The Center’s Executive Director and Co-Founder were featured in the Providence Journal highlighting a recent visit to Rhode Island by Dr. Joao Goulao, the architect of Portugal’s radical and effective drug policy reform efforts, and issuing a call to action for Rhode Island to follow Portugal’s example.

Center Co-Founder and Director Dr. Jody Rich co-authored a new report from the National Academies of Science, Engineering, and Medicine that outlines a “series of recommendations on how to combine care for opioid use disorder with treatment for a number of infectious diseases increasingly associated with opioid abuse.”

Calling all doctors and medical students: sign the petition asking the Accreditation Council for Graduate Medical Education to require t that all residents and fellows who care for patients who use opioids, as well as their core faculty, receive specific training on the treatment of opioid use disorder.

The Center’s new Executive Director, Mavis Nimoh, is the subject of a June Valley Breeze feature about her goals for the Center for Prisoner Health and Human Rights. In this feature, Mavis talks about how her prior government agency and nonprofit work has informed her perspective on mass incarceration, social justice, and public health.

Center Co-Founder and Director Dr. Jody Rich is featured in the June 6, 2019 episode of Univision Noticias, speaking about the 284 new cases of mumps within federal immigration detention facilities in Texas since last fall. In this segment, he shares his thoughts on preventing infectious disease outbreaks in the institutional setting.

On November 26, Center Co-Founder Dr. Scott Allen spoke on the deplorable conditions and concerning quality of healthcare at government-run detention centers in a 60 Minutes feature and in a New York Times article on migrant family detention. In these features, Dr. Allen describes his experiences with healthcare facility inspections at the Department of Homeland Security, and denounces the critical lack of oversight for the ramifications and potential harm inflicted as a result of the Trump administration’s decision to separate children from families.

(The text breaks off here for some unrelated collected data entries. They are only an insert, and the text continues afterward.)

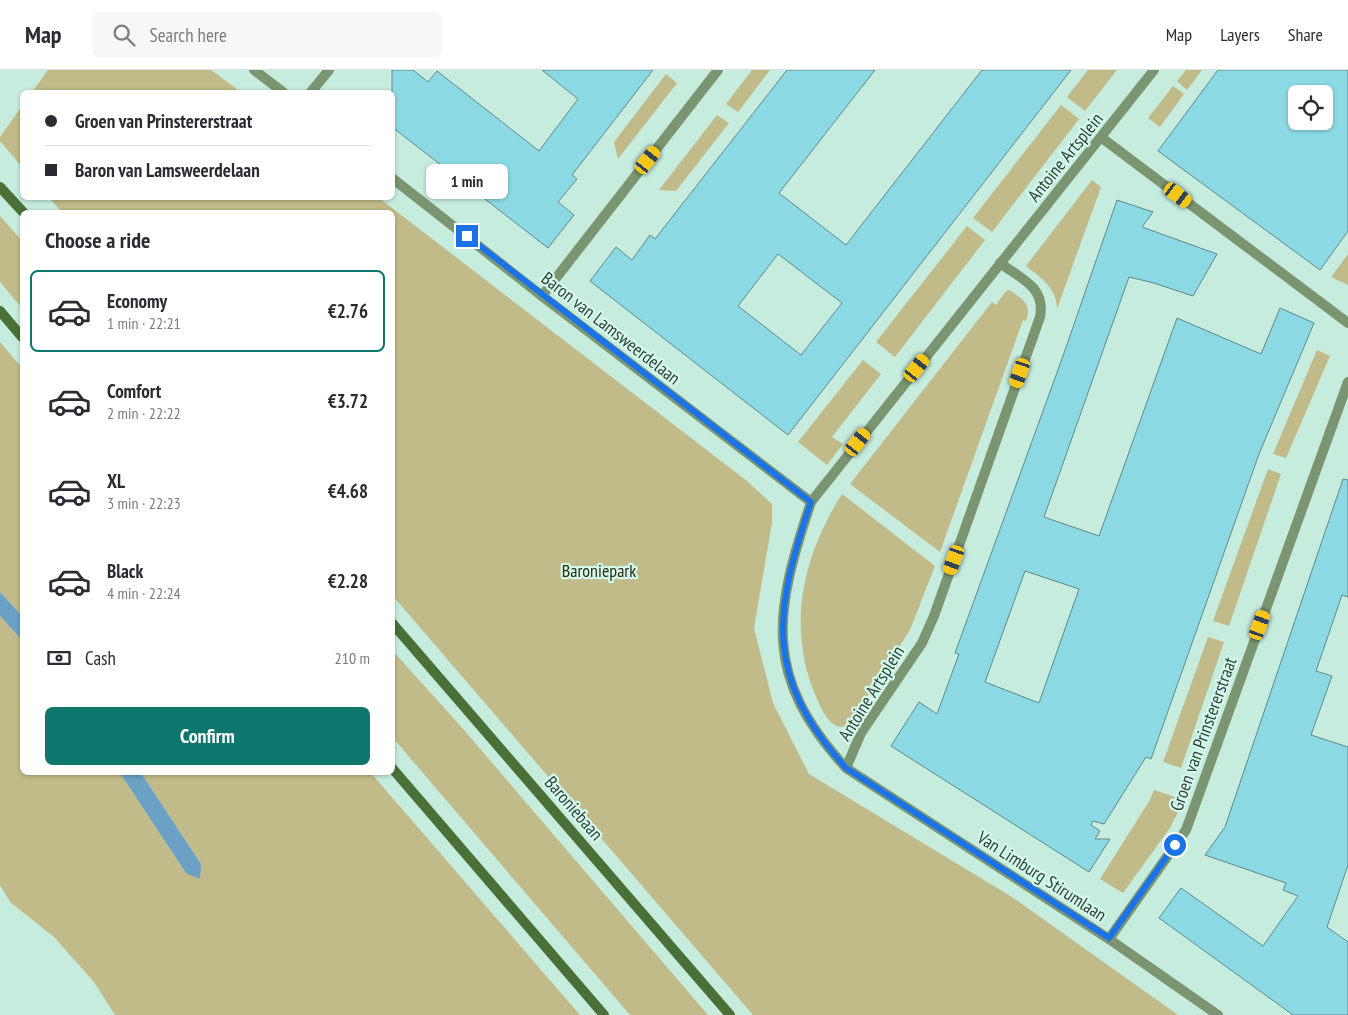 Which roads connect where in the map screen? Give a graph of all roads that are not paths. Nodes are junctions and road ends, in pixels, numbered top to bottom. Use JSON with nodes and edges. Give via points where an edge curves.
{"nodes":[{"id":1,"x":254,"y":70,"type":"edge"},
{"id":2,"x":329,"y":70,"type":"edge"},
{"id":3,"x":718,"y":70,"type":"edge"},
{"id":4,"x":1154,"y":70,"type":"edge"},
{"id":5,"x":280,"y":90,"type":"edge"},
{"id":6,"x":313,"y":90,"type":"edge"},
{"id":7,"x":1102,"y":138,"type":"junction"},
{"id":8,"x":395,"y":180,"type":"edge"},
{"id":9,"x":0,"y":187,"type":"edge"},
{"id":10,"x":21,"y":210,"type":"edge"},
{"id":11,"x":1000,"y":263,"type":"junction"},
{"id":12,"x":542,"y":296,"type":"junction"},
{"id":13,"x":0,"y":311,"type":"edge"},
{"id":14,"x":1348,"y":323,"type":"edge"},
{"id":15,"x":20,"y":335,"type":"edge"},
{"id":16,"x":1348,"y":382,"type":"edge"},
{"id":17,"x":811,"y":502,"type":"junction"},
{"id":18,"x":395,"y":626,"type":"edge"},
{"id":19,"x":846,"y":768,"type":"junction"},
{"id":20,"x":395,"y":771,"type":"edge"},
{"id":21,"x":1109,"y":938,"type":"junction"},
{"id":22,"x":604,"y":1015,"type":"edge"},
{"id":23,"x":730,"y":1015,"type":"edge"},
{"id":24,"x":1218,"y":1015,"type":"edge"}],
"edges":[{"from":1,"to":5,"type":"street"},
{"from":2,"to":6,"type":"street"},
{"from":3,"to":12,"type":"street"},
{"from":4,"to":7,"type":"street","name":"Antoine Artsplein"},
{"from":7,"to":11,"type":"street","name":"Antoine Artsplein"},
{"from":7,"to":14,"type":"street"},
{"from":8,"to":12,"type":"street","name":"Baron van Lamsweerdelaan"},
{"from":9,"to":10,"type":"main road"},
{"from":11,"to":17,"type":"street","name":"Antoine Artsplein"},
{"from":11,"to":19,"type":"street","name":"Antoine Artsplein","via":[[1038,292],[1042,300],[1040,316],[934,616],[922,643],[861,733]]},
{"from":12,"to":17,"type":"street","name":"Baron van Lamsweerdelaan"},
{"from":13,"to":15,"type":"main road"},
{"from":16,"to":21,"type":"street","name":"Groen van Prinstererstraat","via":[[1186,830]]},
{"from":17,"to":19,"type":"street","name":"Antoine Artsplein","via":[[783,600],[782,638],[788,675],[800,706],[822,742]]},
{"from":18,"to":23,"type":"main road","name":"Baroniebaan"},
{"from":19,"to":21,"type":"street","name":"Van Limburg Stirumlaan"},
{"from":20,"to":22,"type":"main road"},
{"from":21,"to":24,"type":"street","name":"Van Limburg Stirumlaan"}]}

A $1-million federal grant awarded to Amos House in November 2018 paves the way for the establishment of the RI Reentry Collaborative in partnership with the Center for Prisoner Health and Human Rights, OpenDoors, Reentry Campus Program, and the Institute for the Study and Practice of Nonviolence! The RI Reentry Collaborative will aim to provide comprehensive services to people being released from incarceration.

In October 2018, the Center co-published a report with the Fenway Institute titled “Emerging Best Practices for the Management and Treatment of LGBTQI Youth in Juvenile Justice Settings” authored by Brad Brockmann, JD, MDiv, former Executive Director of the Center, alongside Sean Cahill PhD, Vickie Henry JD, and Timothy Wang MPH. This report is intended as a guidebook to assist prison administrators.